Work task:
Find all lines with the word "edge" in the material, then copy them.

Data to use START

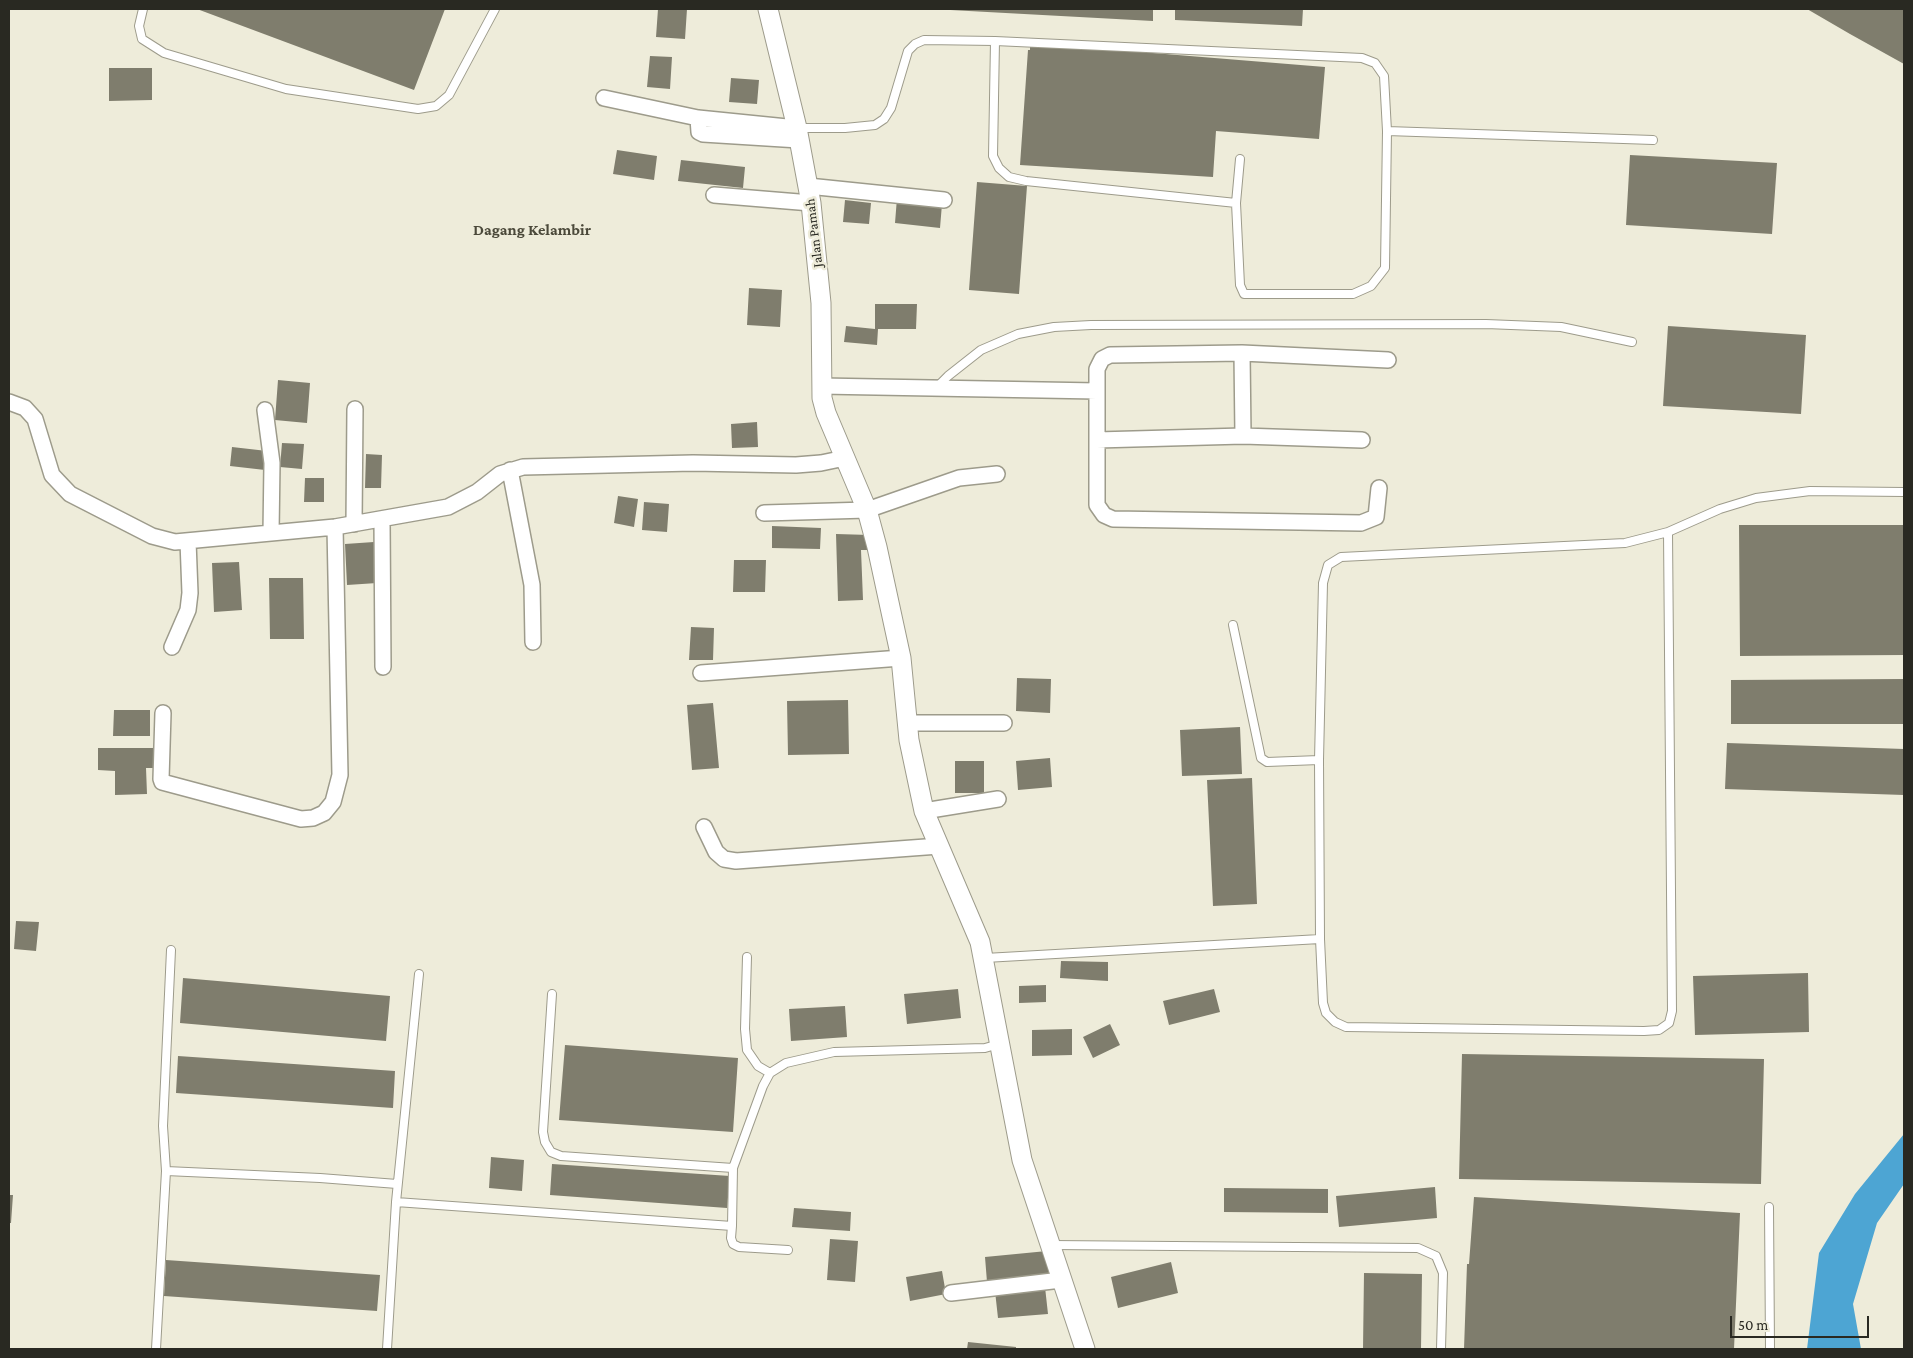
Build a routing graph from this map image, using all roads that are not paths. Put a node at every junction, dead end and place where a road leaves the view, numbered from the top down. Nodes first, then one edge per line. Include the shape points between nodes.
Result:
1 (144, 9) edge
2 (495, 9) edge
3 (768, 9) edge
4 (995, 41) junction
5 (604, 98) dead end
6 (1387, 130) junction
7 (798, 134) junction
8 (1653, 140) dead end
9 (1240, 159) dead end
10 (714, 194) dead end
11 (809, 195) junction
12 (944, 200) dead end
13 (1236, 203) junction
14 (1632, 342) dead end
15 (1242, 353) junction
16 (1388, 360) dead end
17 (821, 386) junction
18 (936, 388) junction
19 (1097, 390) junction
20 (9, 402) edge
21 (355, 408) dead end
22 (265, 410) dead end
23 (1243, 436) junction
24 (1097, 440) junction
25 (1362, 440) dead end
26 (845, 458) junction
27 (510, 470) junction
28 (997, 474) dead end
29 (1379, 488) dead end
30 (1904, 492) edge
31 (867, 510) junction
32 (764, 512) dead end
33 (382, 520) junction
34 (354, 524) junction
35 (335, 526) junction
36 (1668, 532) junction
37 (270, 533) junction
38 (188, 541) junction
39 (1232, 625) dead end
40 (533, 642) dead end
41 (172, 647) dead end
42 (901, 658) junction
43 (383, 667) dead end
44 (701, 673) dead end
45 (163, 713) dead end
46 (1004, 722) dead end
47 (907, 723) junction
48 (1319, 760) junction
49 (998, 799) dead end
50 (924, 811) junction
51 (704, 828) dead end
52 (939, 846) junction
53 (1320, 938) junction
54 (170, 950) dead end
55 (747, 957) dead end
56 (985, 958) junction
57 (419, 974) dead end
58 (552, 994) dead end
59 (999, 1044) junction
60 (770, 1073) junction
61 (733, 1168) junction
62 (166, 1171) junction
63 (397, 1184) junction
64 (396, 1202) junction
65 (1769, 1207) dead end
66 (732, 1226) junction
67 (1049, 1245) junction
68 (788, 1250) dead end
69 (1061, 1280) junction
70 (951, 1293) dead end
71 (156, 1349) edge
72 (387, 1349) edge
73 (1085, 1349) edge
74 (1441, 1349) edge
75 (1770, 1349) edge

1 - 2 lane via 139,26 142,39 164,53 286,89 418,109 436,106 449,95
3 - 7 street, Jalan Pamah
4 - 6 lane via 1362,58 1375,63 1384,76
4 - 7 lane via 924,40 915,44 908,50 891,108 884,119 875,125
4 - 13 lane via 992,156 998,168 1009,177
5 - 7 street via 698,118
6 - 8 lane
6 - 13 lane via 1384,268 1372,286 1353,294 1244,294 1240,285
7 - 11 street, Jalan Pamah
9 - 13 lane
10 - 11 street
11 - 12 street
11 - 17 street, Jalan Pamah via 820,285
14 - 18 lane via 1561,327 1486,324 1054,327 1018,334 980,350
15 - 16 street
15 - 19 street via 1110,355 1102,359 1097,369
15 - 23 street
17 - 18 street
17 - 26 street, Jalan Pamah via 826,414
18 - 19 street
19 - 24 street
20 - 38 street via 25,408 35,419 52,475 70,494 152,536 175,542
21 - 34 street
22 - 37 street via 272,463
23 - 24 street
23 - 25 street
24 - 29 street via 1097,505 1104,515 1114,519 1361,523 1376,517
26 - 27 street via 808,465 693,463 523,467
26 - 31 street, Jalan Pamah
27 - 33 street via 448,507
27 - 40 street via 532,585
28 - 31 street via 959,478
30 - 36 lane via 1810,491 1756,498 1720,509
31 - 32 street
31 - 42 street, Jalan Pamah
33 - 34 street
33 - 43 street
34 - 35 street
35 - 37 street
35 - 45 street via 340,775 333,802 324,813 301,819 162,782
36 - 48 lane via 1625,543 1341,557 1328,565 1323,583
36 - 53 lane via 1672,1011 1669,1023 1659,1030 1644,1031 1346,1027 1334,1022 1323,1003
37 - 38 street
38 - 41 street via 188,610
39 - 48 lane via 1261,758 1267,762
42 - 44 street
42 - 47 street, Jalan Pamah
46 - 47 street
47 - 50 street, Jalan Pamah
48 - 53 lane
49 - 50 street
50 - 52 street, Jalan Pamah
51 - 52 street via 716,852 724,859 736,861
52 - 56 street, Jalan Pamah via 970,913
53 - 56 lane
54 - 62 lane via 164,1126
55 - 60 lane via 747,1050 758,1066
56 - 59 street, Jalan Pamah
57 - 63 lane
58 - 61 lane via 543,1132 544,1142 551,1152 561,1156
59 - 60 lane via 985,1048 834,1052 786,1063
59 - 67 street, Jalan Pamah via 1022,1160
60 - 61 lane
61 - 66 lane
62 - 63 lane
62 - 71 lane
63 - 64 lane
64 - 66 lane
64 - 72 lane
65 - 75 lane
66 - 68 lane via 733,1244 739,1247
67 - 69 street, Jalan Pamah
67 - 74 lane via 1418,1248 1436,1256 1443,1273
69 - 70 street
69 - 73 street, Jalan Pamah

Data to use END

Expected answer:
Build a routing graph from this map image, using all roads that are not paths. Put a node at every junction, dead end and place where a road leaves the view, numbered from the top down. Nodes first, then one edge per line. Include the shape points between nodes.
1 (144, 9) edge
2 (495, 9) edge
3 (768, 9) edge
20 (9, 402) edge
30 (1904, 492) edge
71 (156, 1349) edge
72 (387, 1349) edge
73 (1085, 1349) edge
74 (1441, 1349) edge
75 (1770, 1349) edge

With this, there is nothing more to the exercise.